I am posing this question, one could say, for a very personal reason too. For I have been brought up with an absolute certainty about the nature and identity of the American elite as it existed some thirty to forty years ago.

I could not have had a better example of American history and civilization then the person of my American grandmother, who also had the name of Carolyn. At old age she would be greeted everywhere by everybody as if she were a grand old queen.


The Pilgrim Fathers arriving at Plymouth, MA, 1620 - the birthplace of the early New England elite

However, my grandmother was all but royal. She was brought up, in the 1890s and early 1900s, with a total disgust for hereditary nonsense and with a great sense of republicanism. She was the daughter of a long line of Americans, starting at the very beginning, on the shores of New England. In 1620 one of her forebears landed near Cape Cod with the company of the ship “The Mayflower”, who later became known as The Pilgrim Fathers. “We have Mayflower blue blood”, my father often said jokingly. Nonsense, of course. Over a million people - if not more - can trace their origins back to the ealry settlers of America.


The Bush dynasty (lasting or only temporary?) - George W.'s daughter Jenna at her marriage

One of my grandmother’s great-great-great-grand-mothers was hanged in Boston – around 1660 - for speaking up her mind about the rigid theocracy of New England’s Governor Winthrop. Her name was Mary Dyer, and her statue can still be seen in Boston. She left some six children and a husband.

The principle of self-government and of the irrelevance of religion in public life thus became the very foundation of my grandmother’s American upbringing before she arrived in Holland in 1920, aged 30 (where she would live as a grand lady of Amsterdam for all her remaining 65 years).

But when I sense the current sentiments and ‘trends’ in the United States, I can see that the present elite is quite different from the ‘pure’ New England and US elite of the 1890s and early 1900s as I remember it. Indeed Hollywood today is very much at the forefront, as are politicians who have Hollywood qualities. For my grandmother, only true merits, not the cosmetics, counted.
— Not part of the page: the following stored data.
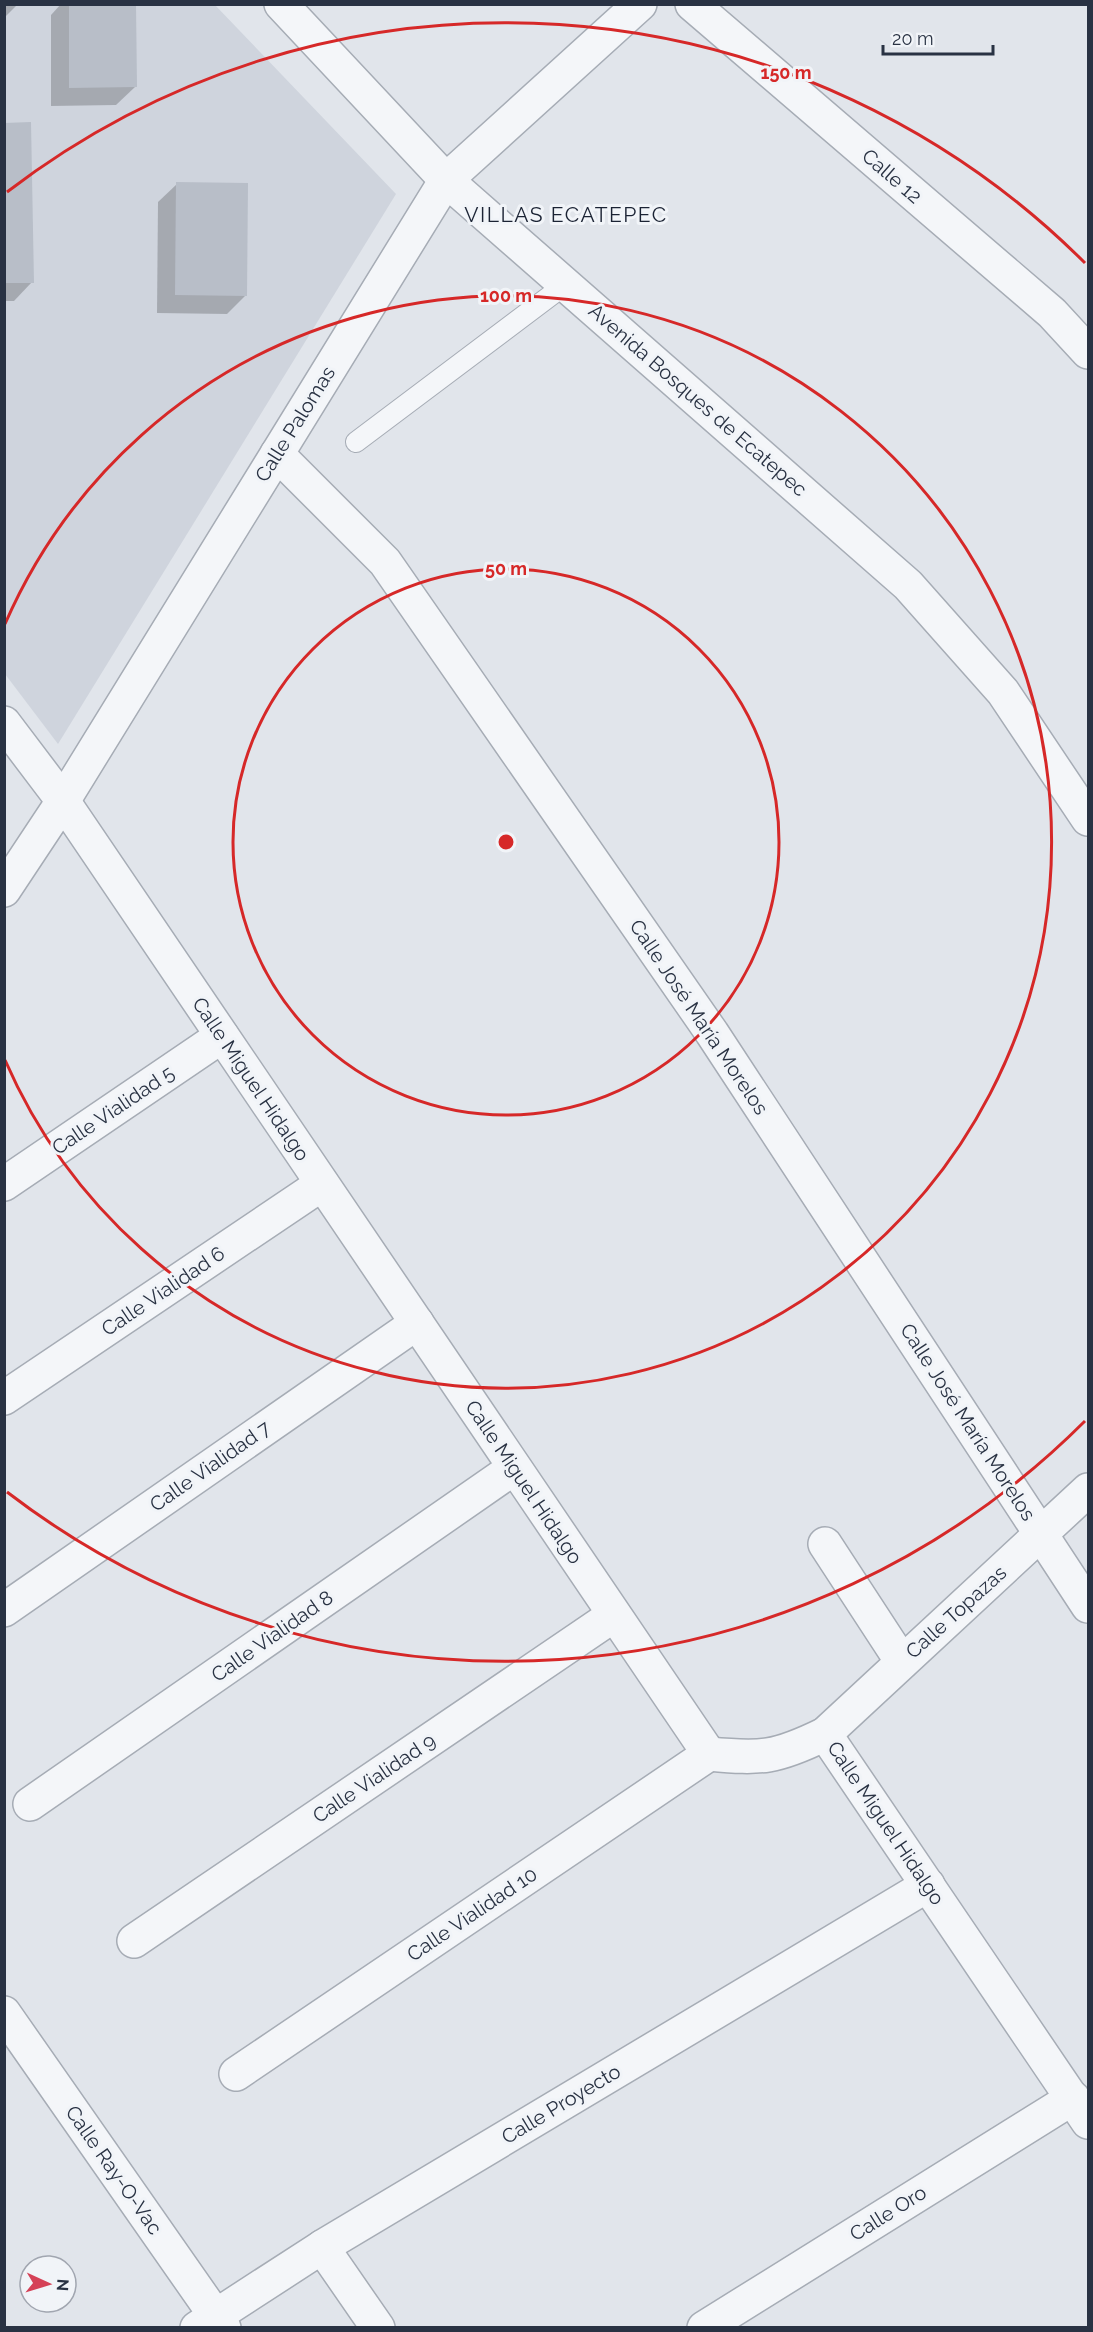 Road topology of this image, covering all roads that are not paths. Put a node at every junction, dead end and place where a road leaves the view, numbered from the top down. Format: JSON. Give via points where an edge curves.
{"nodes":[{"id":1,"x":281,"y":4,"type":"edge"},
{"id":2,"x":640,"y":4,"type":"edge"},
{"id":3,"x":692,"y":4,"type":"edge"},
{"id":4,"x":446,"y":180,"type":"junction"},
{"id":5,"x":566,"y":284,"type":"junction"},
{"id":6,"x":1089,"y":352,"type":"edge"},
{"id":7,"x":356,"y":442,"type":"dead end"},
{"id":8,"x":278,"y":454,"type":"junction"},
{"id":9,"x":4,"y":723,"type":"edge"},
{"id":10,"x":63,"y":801,"type":"junction"},
{"id":11,"x":1089,"y":819,"type":"edge"},
{"id":12,"x":4,"y":890,"type":"edge"},
{"id":13,"x":222,"y":1036,"type":"junction"},
{"id":14,"x":4,"y":1184,"type":"edge"},
{"id":15,"x":322,"y":1184,"type":"junction"},
{"id":16,"x":417,"y":1323,"type":"junction"},
{"id":17,"x":4,"y":1398,"type":"edge"},
{"id":18,"x":514,"y":1468,"type":"junction"},
{"id":19,"x":1089,"y":1490,"type":"edge"},
{"id":20,"x":1041,"y":1534,"type":"junction"},
{"id":21,"x":825,"y":1544,"type":"dead end"},
{"id":22,"x":1089,"y":1606,"type":"edge"},
{"id":23,"x":4,"y":1610,"type":"edge"},
{"id":24,"x":614,"y":1615,"type":"junction"},
{"id":25,"x":902,"y":1662,"type":"junction"},
{"id":26,"x":825,"y":1734,"type":"junction"},
{"id":27,"x":709,"y":1754,"type":"junction"},
{"id":28,"x":30,"y":1804,"type":"dead end"},
{"id":29,"x":928,"y":1885,"type":"junction"},
{"id":30,"x":134,"y":1941,"type":"dead end"},
{"id":31,"x":4,"y":2013,"type":"edge"},
{"id":32,"x":236,"y":2074,"type":"dead end"},
{"id":33,"x":1081,"y":2110,"type":"edge"},
{"id":34,"x":322,"y":2247,"type":"junction"},
{"id":35,"x":212,"y":2323,"type":"edge"},
{"id":36,"x":378,"y":2328,"type":"edge"},
{"id":37,"x":704,"y":2328,"type":"edge"}],
"edges":[{"from":1,"to":4,"type":"street","name":"Avenida Bosques de Ecatepec"},
{"from":2,"to":4,"type":"street","name":"Calle Palomas"},
{"from":3,"to":6,"type":"street","name":"Calle 12","via":[[1052,312]]},
{"from":4,"to":5,"type":"street","name":"Avenida Bosques de Ecatepec"},
{"from":4,"to":8,"type":"street","name":"Calle Palomas"},
{"from":5,"to":7,"type":"lane"},
{"from":5,"to":11,"type":"street","name":"Avenida Bosques de Ecatepec","via":[[908,585],[1003,692]]},
{"from":8,"to":10,"type":"street","name":"Calle Palomas"},
{"from":8,"to":20,"type":"street","name":"Calle José María Morelos","via":[[392,572],[712,1033]]},
{"from":9,"to":10,"type":"street","name":"Calle Miguel Hidalgo"},
{"from":10,"to":12,"type":"street","name":"Calle Palomas"},
{"from":10,"to":13,"type":"street","name":"Calle Miguel Hidalgo"},
{"from":13,"to":14,"type":"street","name":"Calle Vialidad 5"},
{"from":13,"to":15,"type":"street","name":"Calle Miguel Hidalgo"},
{"from":15,"to":16,"type":"street","name":"Calle Miguel Hidalgo"},
{"from":15,"to":17,"type":"street","name":"Calle Vialidad 6"},
{"from":16,"to":18,"type":"street","name":"Calle Miguel Hidalgo"},
{"from":16,"to":23,"type":"street","name":"Calle Vialidad 7"},
{"from":18,"to":24,"type":"street","name":"Calle Miguel Hidalgo"},
{"from":18,"to":28,"type":"street","name":"Calle Vialidad 8"},
{"from":19,"to":20,"type":"street","name":"Calle Topazas"},
{"from":20,"to":22,"type":"street","name":"Calle José María Morelos"},
{"from":20,"to":25,"type":"street","name":"Calle Topazas"},
{"from":21,"to":25,"type":"street"},
{"from":24,"to":27,"type":"street","name":"Calle Miguel Hidalgo"},
{"from":24,"to":30,"type":"street","name":"Calle Vialidad 9"},
{"from":25,"to":26,"type":"street","name":"Calle Topazas"},
{"from":26,"to":27,"type":"street","name":"Calle Miguel Hidalgo","via":[[791,1751],[756,1758]]},
{"from":26,"to":29,"type":"street","name":"Calle Miguel Hidalgo"},
{"from":27,"to":32,"type":"street","name":"Calle Vialidad 10"},
{"from":29,"to":33,"type":"street","name":"Calle Miguel Hidalgo"},
{"from":29,"to":34,"type":"street","name":"Calle Proyecto"},
{"from":31,"to":35,"type":"street","name":"Calle Ray-O-Vac"},
{"from":33,"to":37,"type":"street","name":"Calle Oro"},
{"from":34,"to":35,"type":"street","name":"Calle Proyecto"},
{"from":34,"to":36,"type":"street"}]} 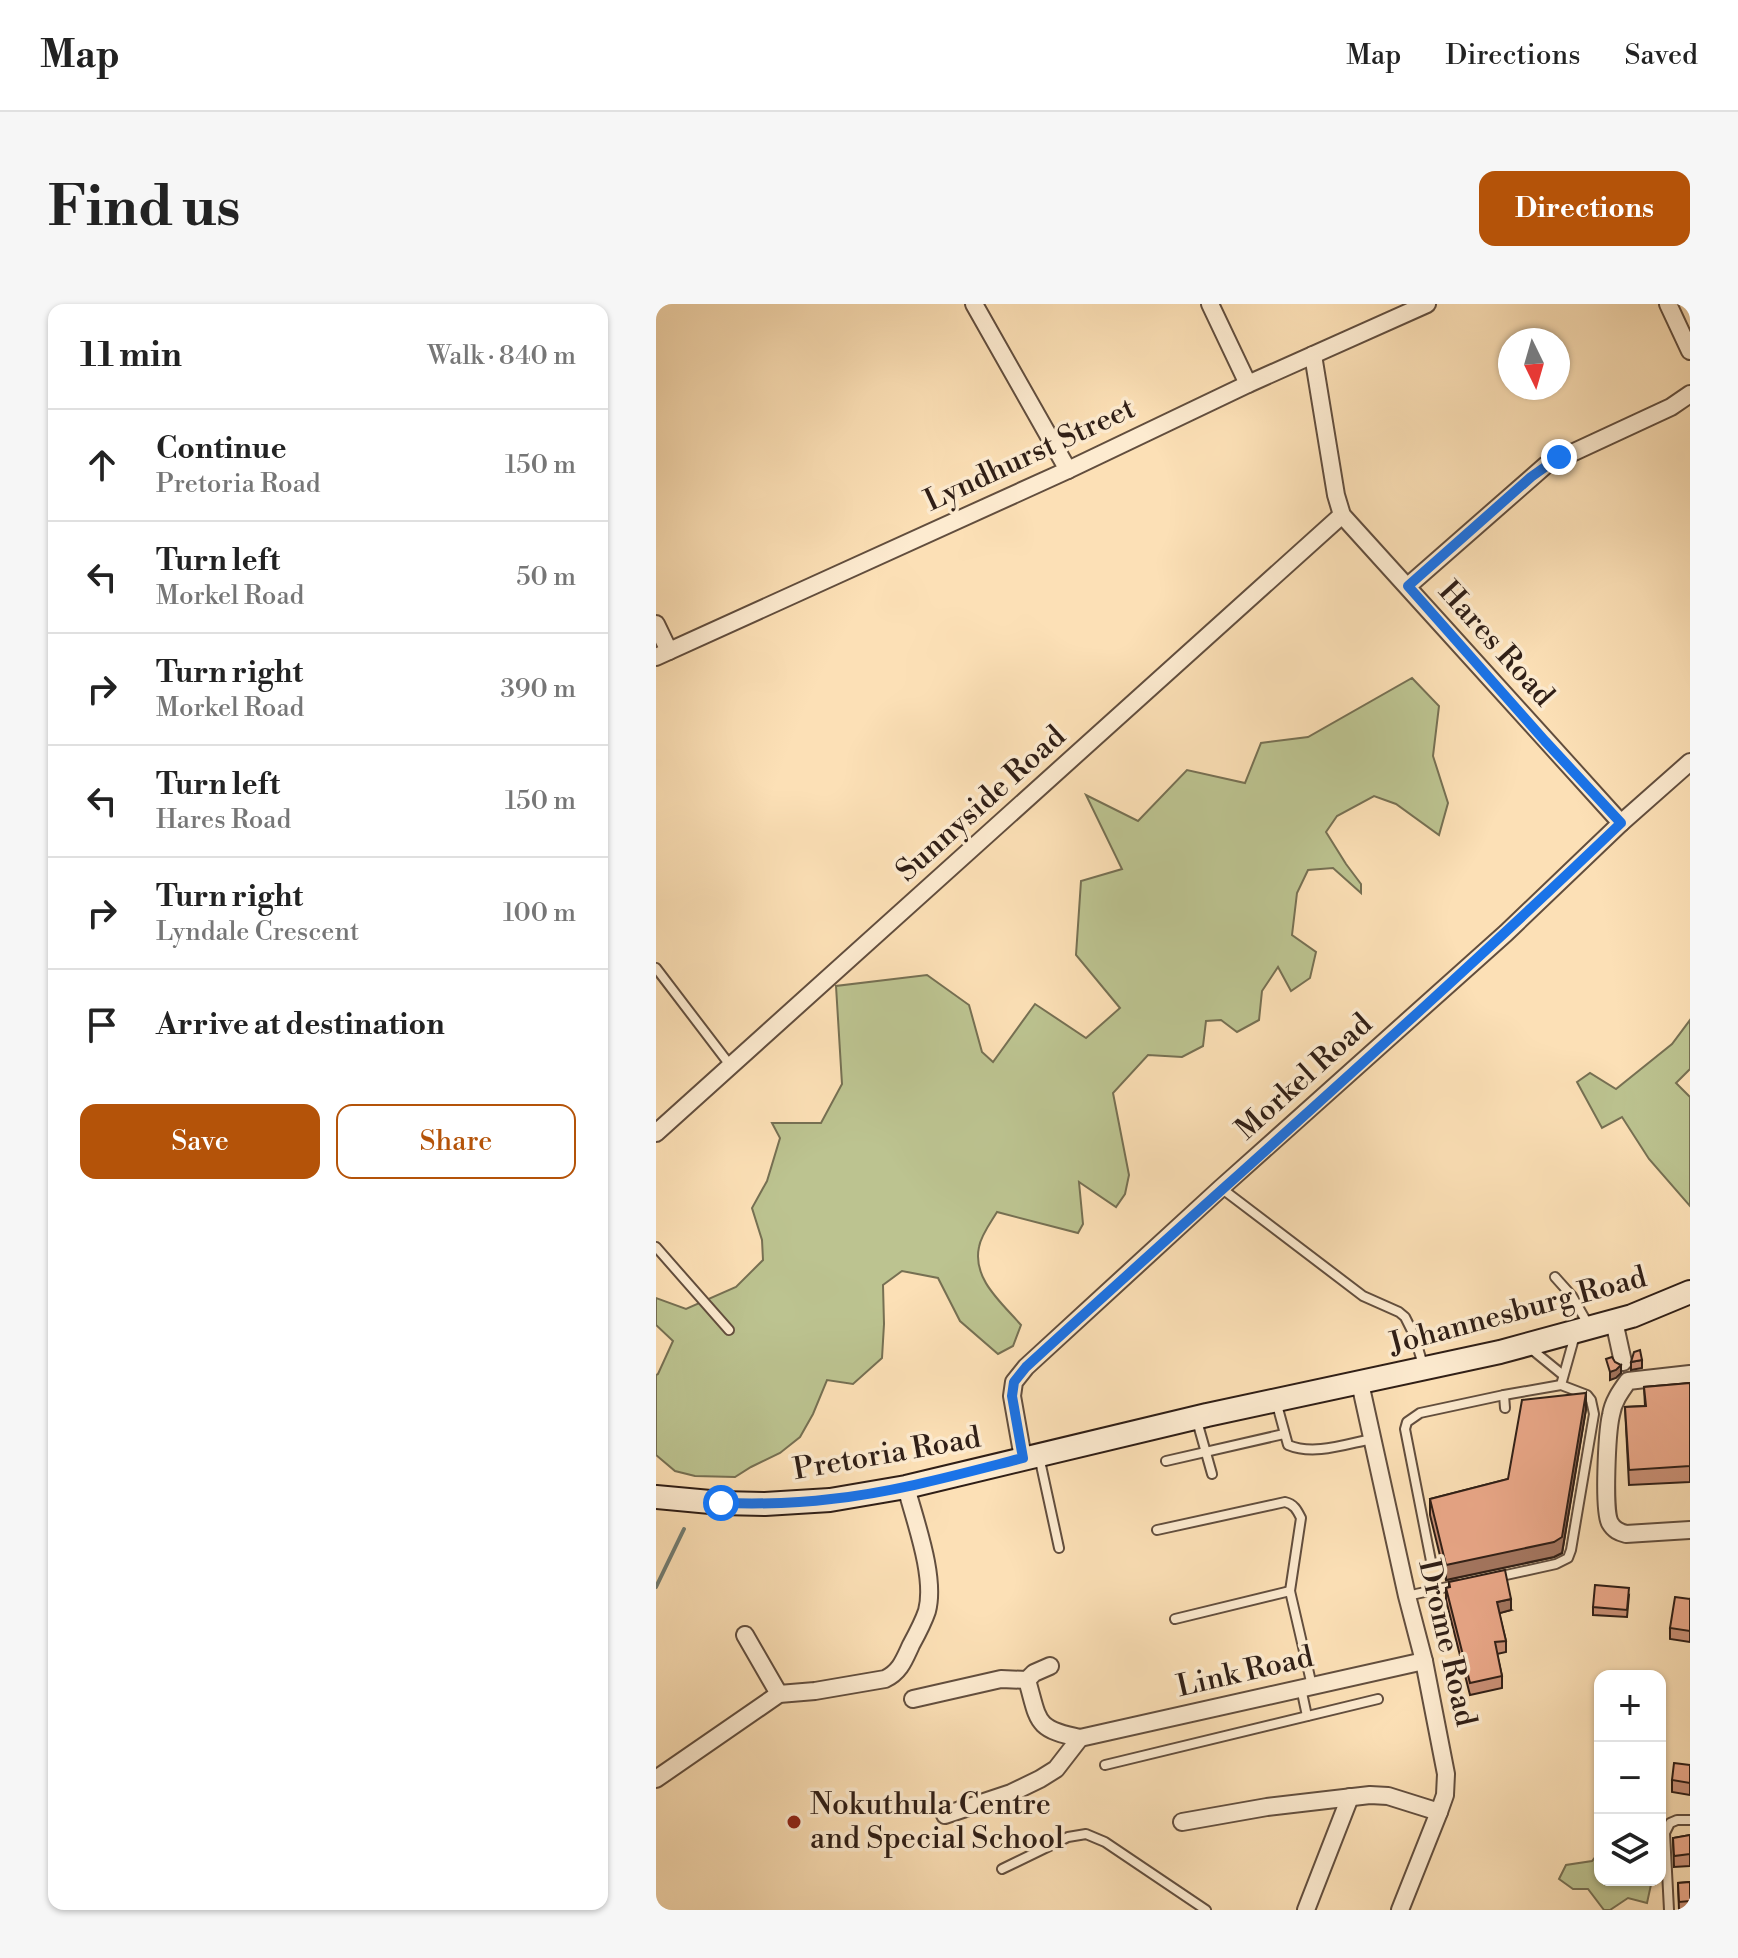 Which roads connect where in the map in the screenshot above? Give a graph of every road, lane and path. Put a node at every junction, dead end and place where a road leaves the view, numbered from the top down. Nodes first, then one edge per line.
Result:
1 (974, 304) edge
2 (1210, 304) edge
3 (1427, 304) edge
4 (1668, 304) edge
5 (1690, 351) edge
6 (1313, 355) junction
7 (1248, 384) junction
8 (1690, 394) edge
9 (1068, 470) junction
10 (1342, 515) junction
11 (1408, 586) junction
12 (656, 624) edge
13 (663, 654) edge
14 (1690, 762) edge
15 (1621, 823) junction
16 (656, 968) edge
17 (731, 1065) junction
18 (656, 1133) edge
19 (1221, 1188) junction
20 (656, 1247) edge
21 (1555, 1277) dead end
22 (1690, 1292) edge
23 (1614, 1321) junction
24 (1583, 1329) junction
25 (729, 1330) dead end
26 (1526, 1345) junction
27 (1424, 1369) junction
28 (1626, 1373) junction
29 (1690, 1374) edge
30 (1562, 1380) junction
31 (1360, 1383) junction
32 (1504, 1395) junction
33 (1276, 1400) junction
34 (1505, 1408) dead end
35 (1196, 1417) junction
36 (1284, 1434) junction
37 (1372, 1439) junction
38 (1206, 1451) junction
39 (1031, 1457) junction
40 (1166, 1461) dead end
41 (1212, 1474) dead end
42 (906, 1487) junction
43 (656, 1497) edge
44 (1157, 1530) dead end
45 (1690, 1530) edge
46 (1059, 1548) dead end
47 (1431, 1561) dead end
48 (1480, 1580) edge
49 (1465, 1584) edge
50 (1290, 1591) junction
51 (1407, 1596) junction
52 (1175, 1619) dead end
53 (745, 1635) dead end
54 (1424, 1661) junction
55 (1050, 1666) dead end
56 (1027, 1680) junction
57 (1307, 1687) junction
58 (779, 1694) junction
59 (913, 1699) dead end
60 (1378, 1699) dead end
61 (1307, 1716) junction
62 (1080, 1738) junction
63 (1105, 1765) dead end
64 (656, 1779) edge
65 (1350, 1797) junction
66 (1439, 1812) junction
67 (945, 1815) dead end
68 (1690, 1820) edge
69 (1182, 1822) dead end
70 (1002, 1869) dead end
71 (1206, 1910) edge
72 (1306, 1910) edge
73 (1400, 1910) edge
74 (1669, 1910) edge

1 - 9 street
2 - 7 street
3 - 6 street, Lyndhurst Street
4 - 5 street
6 - 7 street, Lyndhurst Street
6 - 10 street, Hares Road
7 - 9 street, Lyndhurst Street
8 - 11 street
9 - 13 street, Lyndhurst Street
10 - 11 street, Hares Road
10 - 17 street, Sunnyside Road
11 - 15 street, Hares Road
12 - 13 street
14 - 15 street, Morkel Road
15 - 19 street, Morkel Road
16 - 17 lane
17 - 18 street, Sunnyside Road
19 - 27 lane
19 - 39 street, Morkel Road
20 - 25 lane
21 - 24 lane
22 - 23 main road, Johannesburg Road
23 - 24 main road, Johannesburg Road
23 - 28 street
24 - 26 main road, Johannesburg Road
24 - 30 lane
26 - 27 main road, Johannesburg Road
26 - 30 lane
27 - 31 main road, Johannesburg Road
28 - 29 street
28 - 45 street
30 - 32 lane
30 - 48 lane
31 - 33 main road, Pretoria Road
31 - 37 street, Drome Road
32 - 34 lane
32 - 47 lane
33 - 35 main road, Pretoria Road
33 - 36 lane
35 - 38 lane
35 - 39 main road, Pretoria Road
36 - 37 lane
36 - 38 lane
37 - 51 street, Drome Road
38 - 40 lane
38 - 41 lane
39 - 42 main road, Pretoria Road
39 - 46 lane
42 - 43 main road, Pretoria Road
42 - 58 street
44 - 50 lane
49 - 51 lane
50 - 52 lane
50 - 57 lane
51 - 54 street, Drome Road
53 - 58 street
54 - 57 street, Link Road
54 - 66 street, Drome Road
55 - 56 street
56 - 59 street
56 - 62 street
57 - 61 lane
57 - 62 street, Link Road
58 - 64 street
60 - 61 lane
61 - 63 lane
62 - 67 street
65 - 66 street
65 - 69 street
65 - 72 street
66 - 73 street, Drome Road
68 - 74 lane
70 - 71 lane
Yet she also had the sense of the imaginative, and of experimentation. My memory of her generation and the aristocracy she represented is of great dedication, achievement and joy, but otherwise filled with no-nonsense and good common sense.

This is I always have perceived the United States and the character of the American elite. But I am afraid I am talking about an American sentiment that is now almost entirely extinct.


Hollywood royalty - Jennifer Lopez

Still there is air of a US royalty or nobility, often influenced – of course – by greater or lesser financial success, etcetera. – but – as in the case of the Kennedys – dynastic projections play a role too. It would truly be interesting to have a peek in the future of this family. And yes, perhaps even of Chelsea Clinton.

The most intriguing royalty at present, I believe, is the Princess of Massachusetts, Edward’s most likely successor, his niece Carolyn Kennedy. Obama has drawn her in just one step away from becoming his true running mate. If this is not a flirtation with royalty and succession in a classical sense! I am convinced that Obama is well aware of the pro’s and con’s of this ‘picture’.

The forthcoming Presidential election increasingly becomes one which draws us closer to a new historic watershed. But what and when it will be, we can not foretell at present. Perhaps not in another four years. And perhaps the moment is imminent.